Smettete di perdere denaro ogni volta che la temperatura scende
Se siamo onesti, i tavoli all’aperto rappresentano un vero incubo in inverno. Ci sono dei bellissimi tavoli, ma nessuno vuole sedersi sotto una brezza gelida. E provare a riscaldare l’aria esterna? Meglio non pensarci nemmeno. Non appena si inizia a riscaldare l’aria nell’ambiente esterno, il vento la porta via subito.
Ecco perché utilizziamo dei riscaldatori a onde corte a infrarossi. Invece di cercare di combattere il vento, questi dispositivi ignorano completamente l’aria circostante. Il calore viene diretto direttamente verso le persone. È come trovarsi al sole in una mattina fresca di ottobre: si percepisce immediatamente il calore.
I calcoli sono abbastanza semplici. Quando gli ospiti si sentono al caldo non appena si siedono, non hanno fretta di tornare dentro. Si rilassano, ordinano un altro drink o della torta. Improvvisamente, quei tavoli all’aperto, che di solito rimangono vuoti per quattro mesi all’anno, iniziano a generare profitti.
Come installarli correttamente
Non basta semplicemente fissarli al soffitto. Bisogna considerare quanto è alto il tetto e quanto vento c’è nell’ambiente. I riscaldatori a onde corte sono la soluzione ideale, perché il calore viaggia in linea retta. Il vento non può portarlo via.

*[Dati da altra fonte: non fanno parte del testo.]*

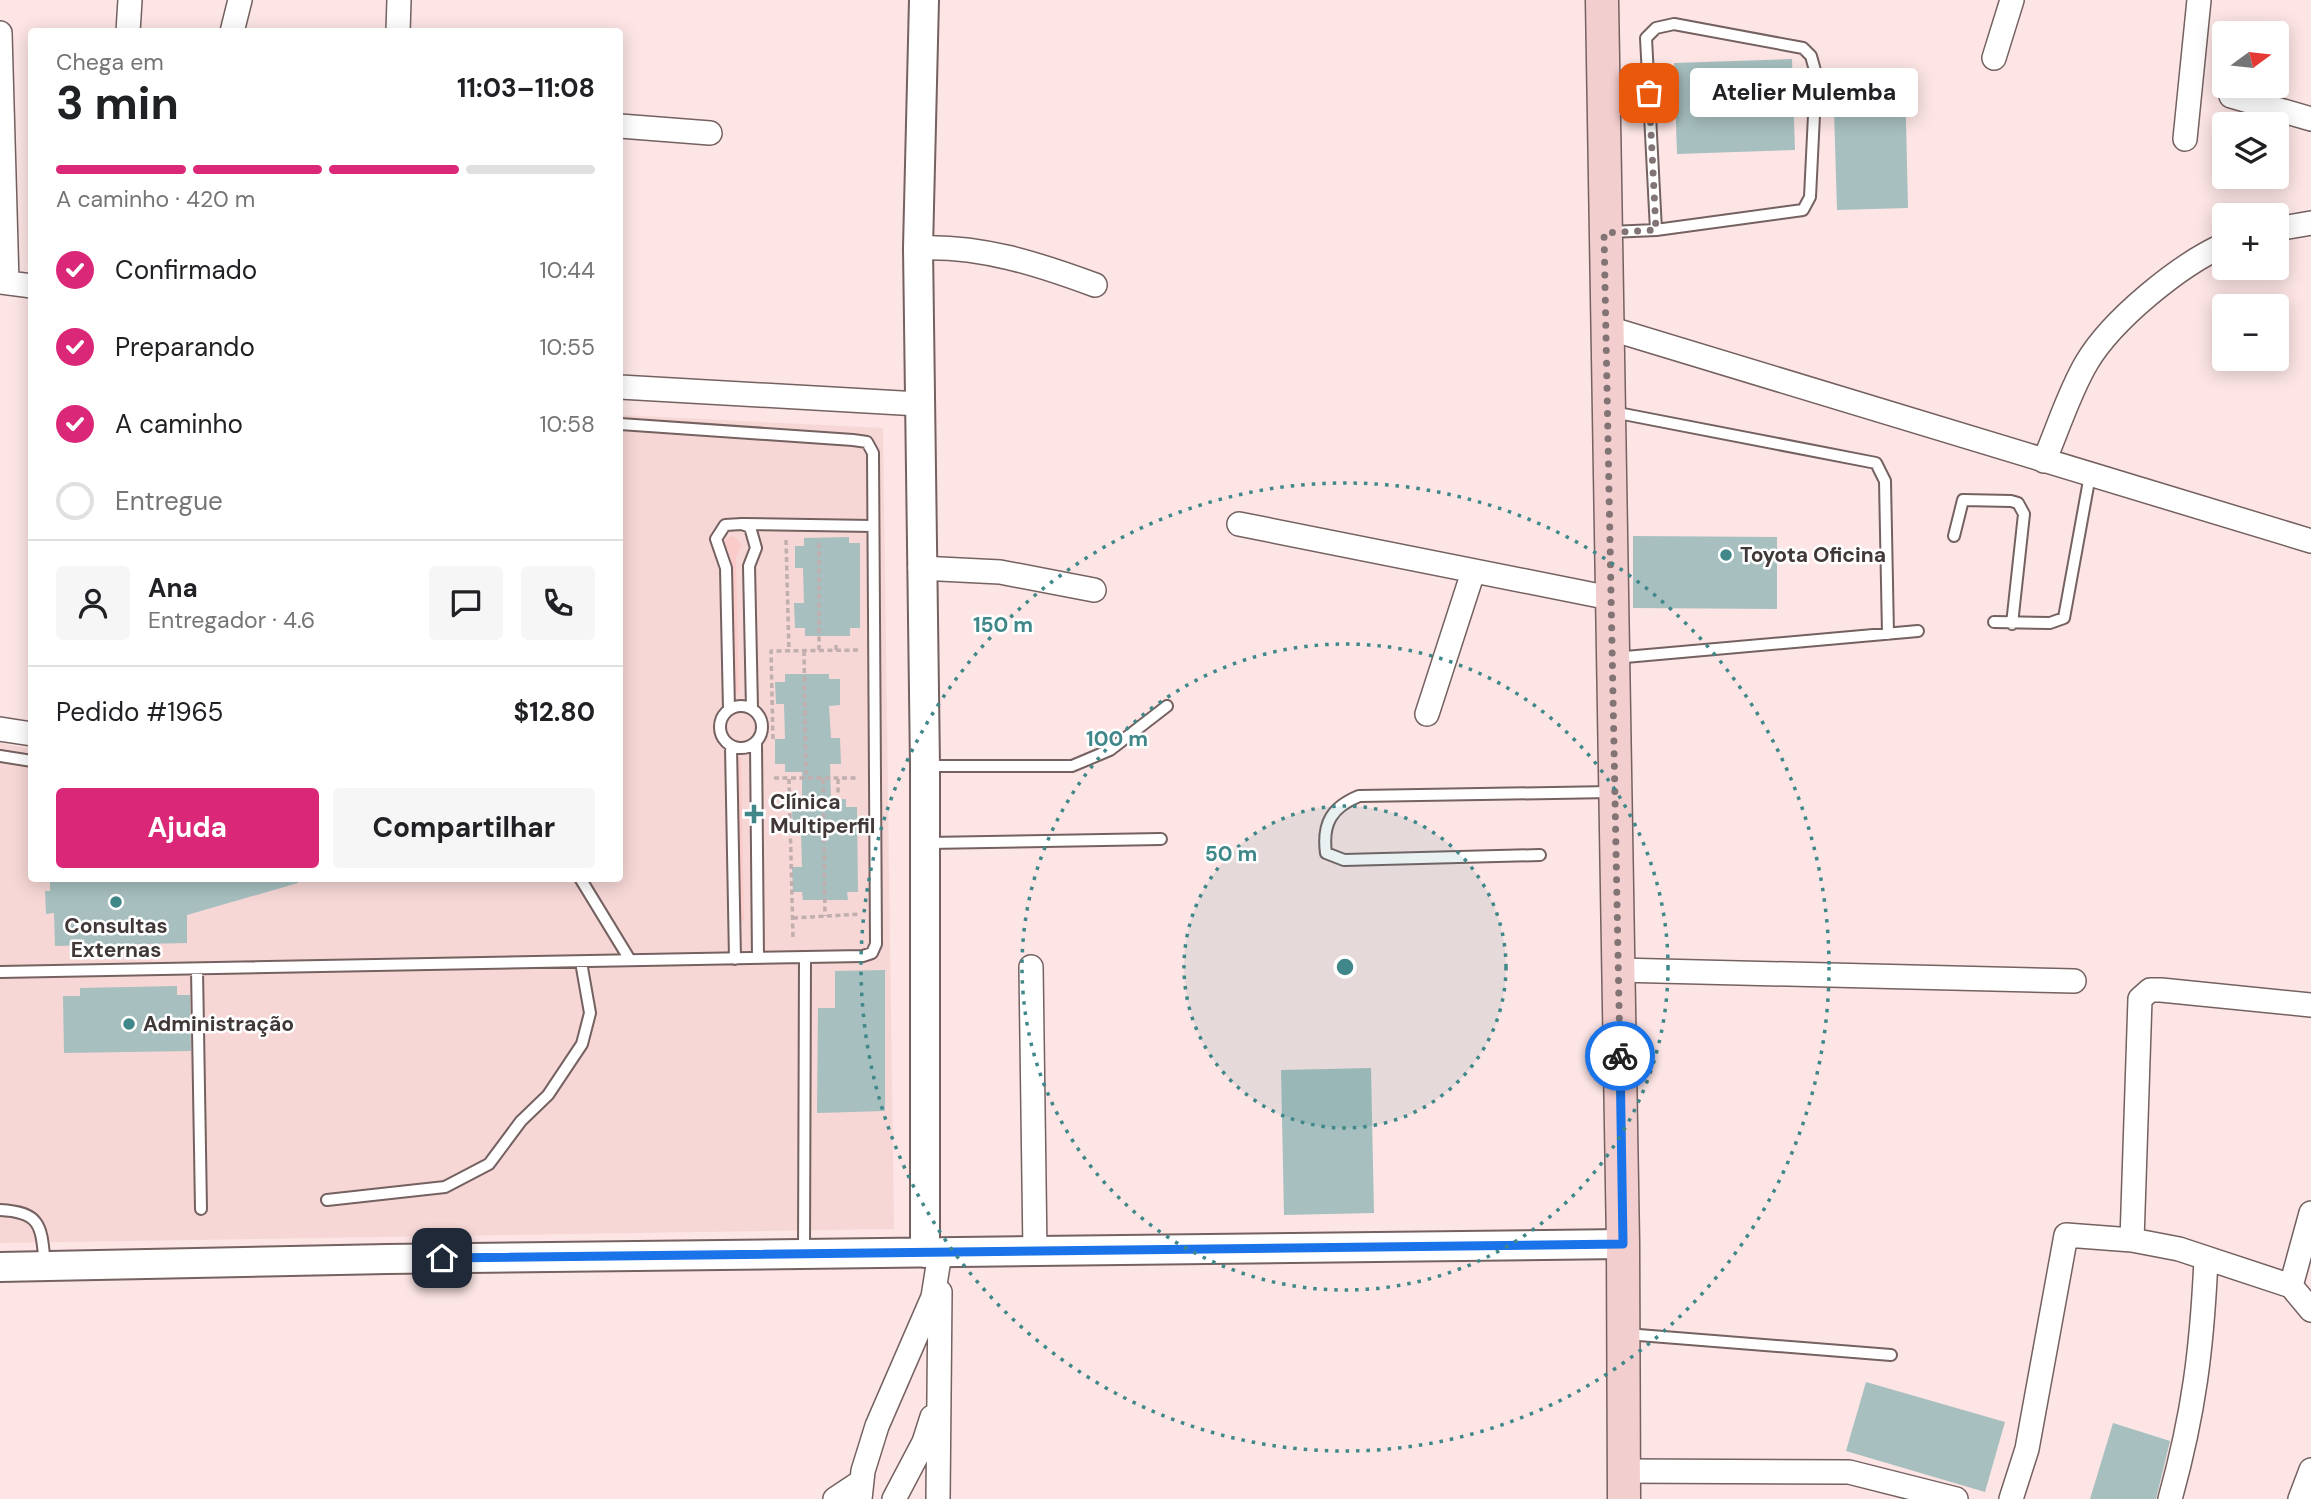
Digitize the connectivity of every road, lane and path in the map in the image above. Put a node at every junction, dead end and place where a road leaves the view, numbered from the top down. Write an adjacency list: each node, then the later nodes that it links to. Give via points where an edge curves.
1 (130, 0): 8 (street)
2 (240, 0): 9 (street)
3 (399, 0): 10 (street)
4 (924, 0): 22 (street)
5 (1602, 0): 21 (main road)
6 (2012, 0): 12 (street)
7 (2199, 0): 17 (street)
8 (128, 28)
9 (233, 28)
10 (398, 28)
11 (0, 33): 24 (street)
12 (1994, 58)
13 (2238, 98): 14 (street)
14 (2311, 119)
15 (623, 126): 16 (street)
16 (710, 133)
17 (2185, 139)
18 (2311, 223): 19 (street)
19 (2289, 227)
20 (1656, 230): 20 (lane, via 1803,210 1810,197 1816,74 1811,56 1803,48 1674,24 1656,28 1646,38); 21 (lane)
21 (1604, 233): 27 (main road)
22 (919, 248): 26 (street, via 983,252); 29 (street)
23 (2212, 251): 32 (street, via 2147,299 2100,343 2085,365)
24 (4, 282): 25 (street)
25 (28, 285)
26 (1095, 285)
27 (1605, 327): 30 (main road); 32 (street)
28 (623, 387): 29 (street)
29 (919, 404): 41 (street)
30 (1607, 410): 44 (main road); 48 (lane, via 1876,463 1885,481)
31 (623, 424): 36 (lane, via 867,442 873,453)
32 (2044, 461): 33 (street)
33 (2090, 475): 40 (street); 46 (lane, via 2063,618)
34 (742, 524): 36 (lane); 57 (lane, via 750,527 756,548 749,566); 58 (lane, via 725,525 716,539 726,568)
35 (1239, 524): 42 (street)
36 (873, 526): 86 (lane, via 876,944 872,953 863,956)
37 (820, 530): 50 (path)
38 (786, 531): 53 (path)
39 (1954, 536): 46 (lane, via 1963,499 2011,501 2021,507 2024,514)
40 (2311, 541)
41 (920, 568): 43 (street, via 1000,572); 68 (street)
42 (1473, 572): 44 (street); 59 (street)
43 (1094, 590)
44 (1610, 598): 55 (main road)
45 (1994, 622): 46 (lane)
46 (2012, 624)
47 (1918, 631): 48 (lane)
48 (1888, 634): 55 (lane)
49 (836, 642): 51 (path)
50 (819, 650): 51 (path); 54 (path)
51 (836, 650): 52 (path)
52 (866, 650)
53 (789, 651): 54 (path); 62 (path, via 771,651)
54 (804, 651): 71 (path)
55 (1612, 658): 74 (main road)
56 (1167, 706): 68 (lane, via 1110,750 1072,766)
57 (752, 709): 58 (lane); 63 (lane, via 763,727)
58 (729, 710): 64 (lane, via 720,731)
59 (1427, 714)
60 (0, 729): 61 (street)
61 (28, 733)
62 (773, 741)
63 (756, 743): 64 (lane, via 745,748); 87 (lane)
64 (730, 746): 88 (lane)
65 (0, 755): 66 (lane)
66 (28, 760)
67 (773, 766): 70 (path, via 774,779)
68 (925, 766): 77 (street)
69 (868, 778): 73 (path)
70 (789, 779): 71 (path); 82 (path)
71 (806, 779): 72 (path)
72 (823, 779): 73 (path); 81 (path)
73 (838, 779): 75 (path)
74 (1614, 792): 78 (lane, via 1359,796 1340,803 1323,834 1326,853 1344,860); 93 (main road)
75 (838, 795)
76 (1161, 839): 77 (lane)
77 (925, 844): 104 (street)
78 (1539, 855)
79 (582, 882): 89 (lane)
80 (870, 913): 81 (path)
81 (825, 916): 82 (path)
82 (793, 918): 85 (path)
83 (806, 936): 85 (path)
84 (786, 937): 85 (path)
85 (793, 937)
86 (804, 957): 87 (lane); 105 (lane)
87 (758, 958): 88 (lane)
88 (736, 959): 89 (lane)
89 (629, 961): 90 (lane)
90 (581, 962): 92 (lane); 97 (lane, via 590,1013 582,1044 548,1095 489,1164 445,1187)
91 (1031, 967): 103 (street)
92 (197, 969): 94 (lane); 98 (lane)
93 (1618, 970): 95 (street); 102 (main road)
94 (0, 972)
95 (2074, 981)
96 (2311, 1005): 101 (street, via 2161,990 2150,990 2140,999)
97 (327, 1200)
98 (201, 1209)
99 (0, 1210): 108 (lane, via 19,1211 36,1220)
100 (2311, 1213): 109 (street)
101 (2132, 1240): 106 (street); 121 (street, via 2066,1234 2026,1449)
102 (1623, 1244): 103 (street); 111 (main road)
103 (1035, 1252): 104 (street)
104 (932, 1253): 105 (street); 113 (street); 116 (street, via 933,1297 877,1426)
105 (804, 1254): 108 (street)
106 (2206, 1259): 109 (street); 122 (street, via 2202,1349 2194,1402)
107 (0, 1267): 108 (street)
108 (45, 1267)
109 (2291, 1286): 110 (street)
110 (2311, 1310)
111 (1623, 1334): 112 (lane); 115 (main road)
112 (1891, 1355)
113 (939, 1383): 118 (street, via 925,1442); 119 (street)
114 (2311, 1470): 123 (street)
115 (1623, 1485): 120 (street, via 1849,1472)
116 (861, 1490): 117 (street)
117 (835, 1499)
118 (894, 1499)
119 (938, 1499)
120 (1956, 1499)
121 (2011, 1499)
122 (2169, 1499)
123 (2300, 1499)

Tuttavia, bisogna fare attenzione alla quantità di energia necessaria per far funzionare questi dispositivi. Se si aggiungono dieci unità a un patio già esistente, i fusibili potrebbero non essere in grado di gestire tale carico. Probabilmente sarà necessario migliorare l’impianto elettrico, per evitare problemi durante i periodi di alta affluenza.
Il “punto ideale”
L’installazione è fondamentale. Se li si posiziona troppo in alto, il calore svanisce prima di raggiungere i tavoli. Se invece li si posiziona troppo in basso, i clienti sentiranno caldo come se fossero sotto una lampada riscaldata. L’obiettivo è ottenere un fascio di calore ben mirato: sufficiente per mantenere i clienti al caldo, ma non così intenso da sprecare energia nel riscaldare gli spazi circostanti.
È sicuramente un investimento iniziale piuttosto elevato. Ma quando si vedono aumentare i tassi di occupazione a gennaio, questi dispositivi si ripagano già prima che arrivi la primavera.